Look through the records and copy each line that has "tunnel" in it.
++++++++++++++++++++
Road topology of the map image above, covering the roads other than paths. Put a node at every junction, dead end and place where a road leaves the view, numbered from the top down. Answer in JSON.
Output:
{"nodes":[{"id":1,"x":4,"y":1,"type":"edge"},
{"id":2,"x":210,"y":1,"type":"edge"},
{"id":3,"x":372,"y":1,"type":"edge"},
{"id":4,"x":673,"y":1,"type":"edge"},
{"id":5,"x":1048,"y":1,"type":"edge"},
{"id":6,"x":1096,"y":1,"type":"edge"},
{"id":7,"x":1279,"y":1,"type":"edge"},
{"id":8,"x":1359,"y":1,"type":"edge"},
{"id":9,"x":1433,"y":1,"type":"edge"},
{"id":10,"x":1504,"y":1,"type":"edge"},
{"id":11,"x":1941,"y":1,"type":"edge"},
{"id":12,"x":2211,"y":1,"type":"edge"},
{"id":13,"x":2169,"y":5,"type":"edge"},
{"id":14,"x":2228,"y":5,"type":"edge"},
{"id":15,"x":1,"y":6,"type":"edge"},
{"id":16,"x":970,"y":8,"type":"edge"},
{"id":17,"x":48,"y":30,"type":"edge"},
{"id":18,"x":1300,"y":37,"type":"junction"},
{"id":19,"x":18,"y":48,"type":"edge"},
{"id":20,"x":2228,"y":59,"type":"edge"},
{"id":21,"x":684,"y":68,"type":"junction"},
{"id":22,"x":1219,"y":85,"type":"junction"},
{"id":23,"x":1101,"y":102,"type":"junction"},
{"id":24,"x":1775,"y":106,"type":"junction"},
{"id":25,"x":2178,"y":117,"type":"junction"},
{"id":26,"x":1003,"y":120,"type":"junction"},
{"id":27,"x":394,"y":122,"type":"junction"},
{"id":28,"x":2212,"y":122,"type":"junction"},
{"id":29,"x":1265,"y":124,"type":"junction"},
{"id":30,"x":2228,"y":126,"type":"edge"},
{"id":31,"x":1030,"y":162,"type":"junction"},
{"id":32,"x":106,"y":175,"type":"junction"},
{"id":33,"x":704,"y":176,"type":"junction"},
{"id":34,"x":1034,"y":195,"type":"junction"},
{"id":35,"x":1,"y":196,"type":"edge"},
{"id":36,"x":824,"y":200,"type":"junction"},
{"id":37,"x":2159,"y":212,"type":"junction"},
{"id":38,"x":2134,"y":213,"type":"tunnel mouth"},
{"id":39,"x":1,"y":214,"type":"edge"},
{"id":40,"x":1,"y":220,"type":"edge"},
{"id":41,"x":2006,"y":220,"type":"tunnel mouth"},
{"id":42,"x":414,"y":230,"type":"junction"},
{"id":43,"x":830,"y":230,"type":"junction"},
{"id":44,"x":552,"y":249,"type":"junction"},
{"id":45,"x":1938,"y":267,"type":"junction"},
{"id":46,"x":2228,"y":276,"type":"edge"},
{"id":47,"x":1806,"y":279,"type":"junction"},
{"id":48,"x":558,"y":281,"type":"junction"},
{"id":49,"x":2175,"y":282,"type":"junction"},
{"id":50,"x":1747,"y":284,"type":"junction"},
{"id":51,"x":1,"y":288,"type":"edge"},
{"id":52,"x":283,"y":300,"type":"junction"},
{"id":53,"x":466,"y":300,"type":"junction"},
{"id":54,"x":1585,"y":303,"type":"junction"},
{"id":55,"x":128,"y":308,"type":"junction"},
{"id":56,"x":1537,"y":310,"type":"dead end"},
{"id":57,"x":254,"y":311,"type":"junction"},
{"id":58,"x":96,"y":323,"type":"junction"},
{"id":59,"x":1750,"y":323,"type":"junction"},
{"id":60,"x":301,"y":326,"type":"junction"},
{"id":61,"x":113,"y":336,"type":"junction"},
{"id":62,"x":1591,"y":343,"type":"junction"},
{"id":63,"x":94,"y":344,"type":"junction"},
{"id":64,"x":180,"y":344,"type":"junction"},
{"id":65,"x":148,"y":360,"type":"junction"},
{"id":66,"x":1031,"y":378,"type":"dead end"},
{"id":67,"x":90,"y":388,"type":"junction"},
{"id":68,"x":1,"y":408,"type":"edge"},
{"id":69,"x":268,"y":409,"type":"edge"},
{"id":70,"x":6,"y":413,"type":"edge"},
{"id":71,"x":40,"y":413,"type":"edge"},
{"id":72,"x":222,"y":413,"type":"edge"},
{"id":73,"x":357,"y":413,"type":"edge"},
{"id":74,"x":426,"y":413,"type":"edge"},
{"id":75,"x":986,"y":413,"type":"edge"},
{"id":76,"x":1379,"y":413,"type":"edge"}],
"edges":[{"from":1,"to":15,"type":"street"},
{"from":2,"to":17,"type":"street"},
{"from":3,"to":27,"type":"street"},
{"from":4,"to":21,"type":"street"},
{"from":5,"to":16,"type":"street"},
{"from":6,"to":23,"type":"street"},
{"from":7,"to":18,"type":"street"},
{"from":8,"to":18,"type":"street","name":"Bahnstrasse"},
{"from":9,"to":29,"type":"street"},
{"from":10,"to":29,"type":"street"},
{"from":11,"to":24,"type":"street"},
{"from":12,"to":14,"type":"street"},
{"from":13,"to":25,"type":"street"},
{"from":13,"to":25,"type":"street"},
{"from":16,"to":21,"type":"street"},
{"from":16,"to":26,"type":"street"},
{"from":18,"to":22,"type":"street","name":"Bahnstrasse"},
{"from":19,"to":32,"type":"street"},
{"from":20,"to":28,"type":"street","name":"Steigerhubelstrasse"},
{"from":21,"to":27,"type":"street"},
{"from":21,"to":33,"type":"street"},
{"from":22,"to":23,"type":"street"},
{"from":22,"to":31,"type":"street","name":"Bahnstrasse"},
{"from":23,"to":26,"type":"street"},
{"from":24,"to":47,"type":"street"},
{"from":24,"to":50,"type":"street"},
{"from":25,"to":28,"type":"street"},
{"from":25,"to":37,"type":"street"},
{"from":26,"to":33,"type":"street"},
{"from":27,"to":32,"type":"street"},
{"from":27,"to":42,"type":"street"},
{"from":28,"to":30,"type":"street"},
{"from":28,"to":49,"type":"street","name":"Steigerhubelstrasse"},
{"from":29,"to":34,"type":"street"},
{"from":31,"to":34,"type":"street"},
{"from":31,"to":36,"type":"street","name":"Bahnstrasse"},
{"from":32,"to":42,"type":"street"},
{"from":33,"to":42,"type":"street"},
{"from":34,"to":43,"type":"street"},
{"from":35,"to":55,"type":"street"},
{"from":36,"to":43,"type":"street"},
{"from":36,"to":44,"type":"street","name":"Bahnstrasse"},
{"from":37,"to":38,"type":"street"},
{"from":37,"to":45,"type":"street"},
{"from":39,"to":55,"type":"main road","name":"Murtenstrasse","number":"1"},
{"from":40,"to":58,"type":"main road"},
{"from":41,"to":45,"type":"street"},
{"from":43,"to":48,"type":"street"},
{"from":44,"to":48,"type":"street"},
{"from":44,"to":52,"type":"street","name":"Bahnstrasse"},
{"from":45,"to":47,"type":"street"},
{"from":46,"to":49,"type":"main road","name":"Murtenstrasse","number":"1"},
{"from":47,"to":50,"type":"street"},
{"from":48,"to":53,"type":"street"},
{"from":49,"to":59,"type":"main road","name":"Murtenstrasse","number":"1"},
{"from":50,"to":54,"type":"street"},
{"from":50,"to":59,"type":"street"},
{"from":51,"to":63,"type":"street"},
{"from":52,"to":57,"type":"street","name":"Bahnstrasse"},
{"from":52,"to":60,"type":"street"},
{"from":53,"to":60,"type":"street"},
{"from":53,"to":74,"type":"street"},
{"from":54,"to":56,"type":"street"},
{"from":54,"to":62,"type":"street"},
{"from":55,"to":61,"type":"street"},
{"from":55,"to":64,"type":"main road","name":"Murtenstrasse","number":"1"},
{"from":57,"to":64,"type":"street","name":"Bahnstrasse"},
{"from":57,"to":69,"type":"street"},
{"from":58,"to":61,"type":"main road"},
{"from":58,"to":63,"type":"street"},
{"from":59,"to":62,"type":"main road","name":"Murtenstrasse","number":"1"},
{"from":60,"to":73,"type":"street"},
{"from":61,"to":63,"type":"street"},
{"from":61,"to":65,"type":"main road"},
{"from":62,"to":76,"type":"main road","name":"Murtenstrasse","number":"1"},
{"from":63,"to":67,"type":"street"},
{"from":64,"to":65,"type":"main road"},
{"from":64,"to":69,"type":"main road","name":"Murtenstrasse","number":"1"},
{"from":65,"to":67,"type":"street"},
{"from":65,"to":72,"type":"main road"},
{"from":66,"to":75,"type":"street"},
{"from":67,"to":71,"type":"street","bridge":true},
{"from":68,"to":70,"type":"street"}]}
++++++++++++++++++++
-- Answer for this exercise --
{"id":38,"x":2134,"y":213,"type":"tunnel mouth"},
{"id":41,"x":2006,"y":220,"type":"tunnel mouth"},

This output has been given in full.